Loyola Field House
- Location: New Orleans, Louisiana
- Coordinates: 29°56′15.2″N 90°7′11.8″W﻿ / ﻿29.937556°N 90.119944°W
- Owner: Loyola University New Orleans
- Operator: Loyola University New Orleans
- Capacity: 6,500

Construction
- Opened: 1954
- Demolished: 1986

Tenants
- Loyola Wolfpack (NCAA) (1954–1972) New Orleans Buccaneers (ABA) (1967–1969) New Orleans Jazz (NBA) (1974–1975)

= Loyola Field House =

Indoor arena in New Orleans, Louisiana

Loyola Field House was an indoor arena in New Orleans, Louisiana. It hosted the American Basketball Association (ABA)'s New Orleans Buccaneers (Bucs) for two seasons (1967-68 and 1968-69), and the National Basketball Association's New Orleans Jazz (1974-75). It was also the home venue for Loyola Wolf Pack basketball. The arena held 6,500 people.

==History==
The Field House was built on the campus of Loyola University in New Orleans in 1954 as a home for the university's basketball team.
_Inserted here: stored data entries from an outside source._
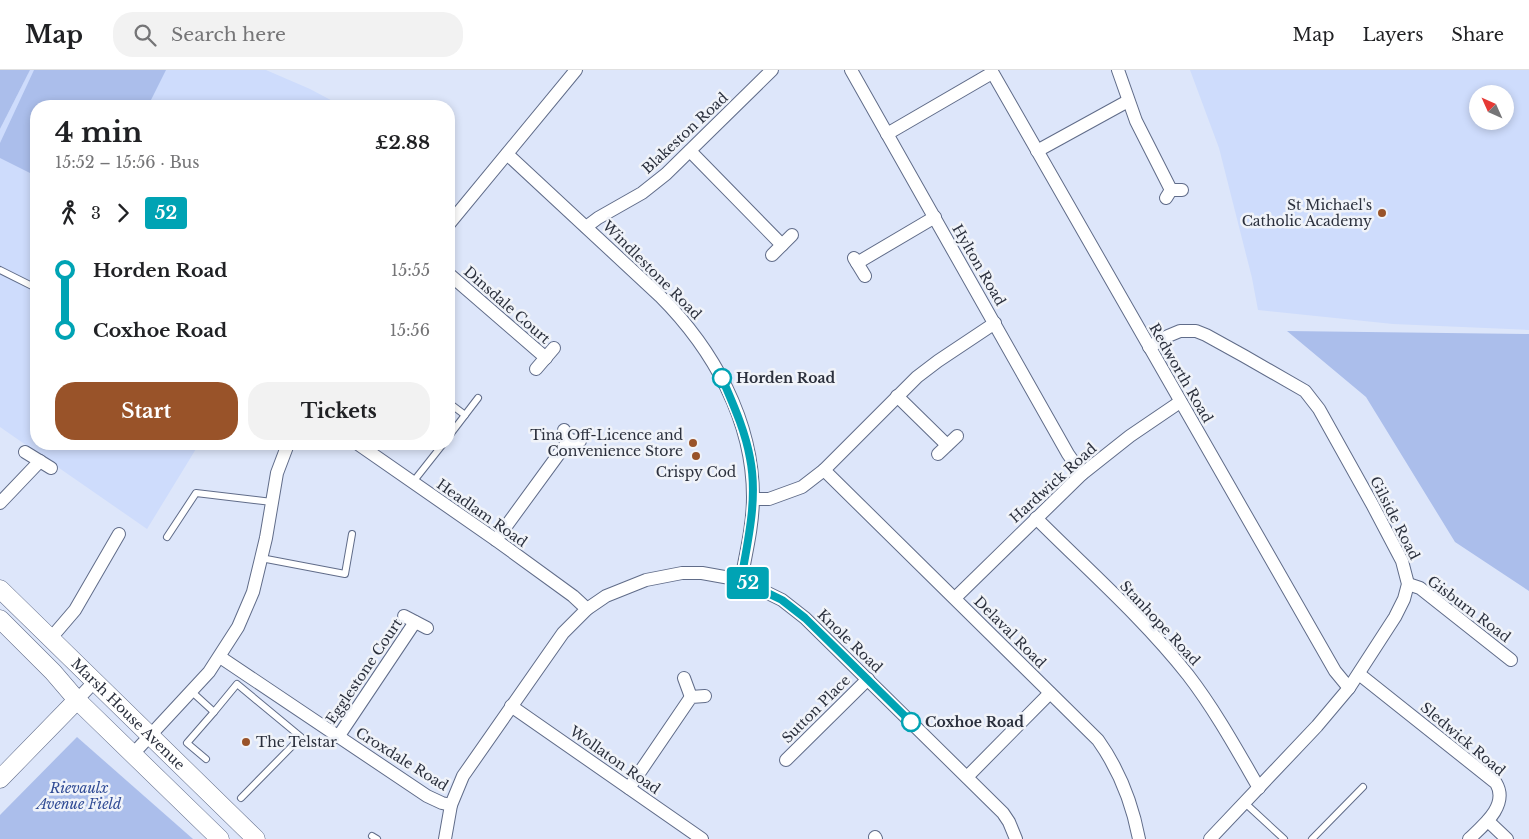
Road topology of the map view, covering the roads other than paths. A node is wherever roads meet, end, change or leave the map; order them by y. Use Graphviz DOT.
graph roads {
  1 [pos="576,70"];
  2 [pos="772,70"];
  3 [pos="851,70"];
  4 [pos="1118,70"];
  5 [pos="991,71"];
  6 [pos="1128,101"];
  7 [pos="887,134"];
  8 [pos="690,150"];
  9 [pos="1037,152"];
  10 [pos="507,154"];
  11 [pos="1173,193"];
  12 [pos="934,216"];
  13 [pos="455,217"];
  14 [pos="586,227"];
  15 [pos="792,234"];
  16 [pos="782,245"];
  17 [pos="772,255"];
  18 [pos="0,270"];
  19 [pos="865,276"];
  20 [pos="455,279"];
  21 [pos="30,285"];
  22 [pos="995,323"];
  23 [pos="1149,347"];
  24 [pos="536,369"];
  25 [pos="897,396"];
  26 [pos="478,398"];
  27 [pos="1180,402"];
  28 [pos="455,408"];
  29 [pos="465,415"];
  30 [pos="455,428"];
  31 [pos="957,436"];
  32 [pos="571,437"];
  33 [pos="286,450"];
  34 [pos="367,450"];
  35 [pos="438,450"];
  36 [pos="26,452"];
  37 [pos="824,470"];
  38 [pos="1082,474"];
  39 [pos="413,482"];
  40 [pos="753,499"];
  41 [pos="272,502"];
  42 [pos="0,504"];
  43 [pos="1036,518"];
  44 [pos="119,534"];
  45 [pos="352,534"];
  46 [pos="167,537"];
  47 [pos="496,540"];
  48 [pos="261,558"];
  49 [pos="741,580"];
  50 [pos="1408,584"];
  51 [pos="0,589"];
  52 [pos="955,598"];
  53 [pos="587,609"];
  54 [pos="0,619"];
  55 [pos="415,622"];
  56 [pos="51,638"];
  57 [pos="220,656"];
  58 [pos="1511,660"];
  59 [pos="1359,674"];
  60 [pos="684,678"];
  61 [pos="868,679"];
  62 [pos="95,681"];
  63 [pos="1349,688"];
  64 [pos="191,691"];
  65 [pos="1050,693"];
  66 [pos="705,696"];
  67 [pos="690,697"];
  68 [pos="77,700"];
  69 [pos="511,706"];
  70 [pos="214,712"];
  71 [pos="150,736"];
  72 [pos="338,737"];
  73 [pos="133,754"];
  74 [pos="206,759"];
  75 [pos="786,760"];
  76 [pos="967,777"];
  77 [pos="0,779"];
  78 [pos="1363,787"];
  79 [pos="629,788"];
  80 [pos="1259,788"];
  81 [pos="241,798"];
  82 [pos="1245,803"];
  83 [pos="451,805"];
  84 [pos="1488,821"];
  85 [pos="220,839"];
  86 [pos="256,839"];
  87 [pos="445,839"];
  88 [pos="702,839"];
  89 [pos="1016,839"];
  90 [pos="1138,839"];
  91 [pos="1210,839"];
  92 [pos="1284,839"];
  93 [pos="1312,839"];
  94 [pos="1469,839"];
  95 [pos="1507,839"];
  1 -- 10 [label="street"];
  2 -- 8 [label="street, Blakeston Road"];
  3 -- 7 [label="street, Hylton Road"];
  4 -- 6 [label="street"];
  5 -- 7 [label="street"];
  5 -- 9 [label="street, Redworth Road"];
  6 -- 9 [label="street"];
  6 -- 11 [label="street"];
  7 -- 12 [label="street, Hylton Road"];
  8 -- 14 [label="street, Blakeston Road"];
  8 -- 16 [label="street"];
  9 -- 23 [label="street, Redworth Road"];
  10 -- 13 [label="street"];
  10 -- 14 [label="street, Windlestone Road"];
  12 -- 19 [label="street"];
  12 -- 22 [label="street, Hylton Road"];
  14 -- 40 [label="street, Windlestone Road"];
  15 -- 16 [label="street"];
  16 -- 17 [label="street"];
  18 -- 21 [label="lane"];
  20 -- 24 [label="street, Dinsdale Court"];
  22 -- 25 [label="street"];
  22 -- 38 [label="street, Hylton Road"];
  23 -- 27 [label="street, Redworth Road"];
  23 -- 50 [label="street, Gilside Road"];
  25 -- 31 [label="street"];
  25 -- 37 [label="street"];
  26 -- 29 [label="lane"];
  27 -- 38 [label="street, Hardwick Road"];
  27 -- 63 [label="street, Redworth Road"];
  28 -- 29 [label="lane"];
  29 -- 30 [label="lane"];
  32 -- 47 [label="street"];
  33 -- 41 [label="street"];
  34 -- 39 [label="street, Headlam Road"];
  35 -- 39 [label="lane"];
  36 -- 42 [label="street"];
  37 -- 40 [label="street"];
  37 -- 52 [label="street, Delaval Road"];
  38 -- 43 [label="street, Hardwick Road"];
  39 -- 47 [label="street, Headlam Road"];
  40 -- 49 [label="street, Windlestone Road"];
  41 -- 46 [label="lane"];
  41 -- 48 [label="street"];
  43 -- 52 [label="street, Hardwick Road"];
  43 -- 80 [label="street, Stanhope Road"];
  44 -- 56 [label="street"];
  45 -- 48 [label="lane"];
  47 -- 53 [label="street, Headlam Road"];
  48 -- 57 [label="street"];
  49 -- 53 [label="street, Knole Road"];
  49 -- 61 [label="street, Knole Road"];
  50 -- 58 [label="street, Gisburn Road"];
  50 -- 59 [label="street"];
  51 -- 56 [label="street, Marsh House Avenue"];
  52 -- 65 [label="street, Delaval Road"];
  53 -- 69 [label="street, Knole Road"];
  54 -- 68 [label="street, Marsh House Avenue"];
  55 -- 72 [label="street, Egglestone Court"];
  56 -- 62 [label="street, Marsh House Avenue"];
  57 -- 64 [label="street"];
  57 -- 72 [label="street, Croxdale Road"];
  59 -- 63 [label="street"];
  59 -- 84 [label="street, Sledwick Road"];
  60 -- 67 [label="street"];
  61 -- 75 [label="street, Sutton Place"];
  61 -- 76 [label="street, Knole Road"];
  62 -- 68 [label="street"];
  62 -- 71 [label="street, Marsh House Avenue"];
  63 -- 80 [label="street"];
  64 -- 70 [label="lane"];
  64 -- 71 [label="street"];
  65 -- 76 [label="street"];
  65 -- 90 [label="street, Delaval Road"];
  66 -- 67 [label="street"];
  67 -- 79 [label="street"];
  68 -- 73 [label="street, Marsh House Avenue"];
  68 -- 77 [label="street"];
  69 -- 79 [label="street, Wollaton Road"];
  69 -- 83 [label="street, Knole Road"];
  70 -- 74 [label="lane"];
  70 -- 81 [label="lane"];
  71 -- 73 [label="street"];
  71 -- 86 [label="street, Marsh House Avenue"];
  72 -- 83 [label="street, Croxdale Road"];
  73 -- 85 [label="street, Marsh House Avenue"];
  76 -- 89 [label="street, Knole Road"];
  78 -- 93 [label="lane"];
  79 -- 88 [label="street, Wollaton Road"];
  80 -- 82 [label="street"];
  82 -- 91 [label="street"];
  82 -- 92 [label="lane"];
  83 -- 87 [label="street, Knole Road"];
  84 -- 94 [label="street, Sledwick Road"];
  84 -- 95 [label="street"];
}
When the ABA awarded New Orleans a franchise in 1967, the Bucs made an agreement to play their home games at the Field House. They advanced to the ABA Finals in 1967-68, losing to the Pittsburgh Pipers in seven games. The team was led by Doug Moe and Larry Brown, ABA stars and future successful coaches. For the 1969–70 season, their third, the team moved to Tulane Gymnasium and the Municipal Auditorium. After the season, the team relocated to Memphis as the Memphis Pros.

The New Orleans Jazz played some of their home games at the Field House for their inaugural 1974–75 season.

When Loyola dropped varsity sports after the 1971–72 school year, the building became the Recreation Center, with most of the seating torn out. The building was demolished in 1986 to make way for a new Recreational Sports Complex and parking garage.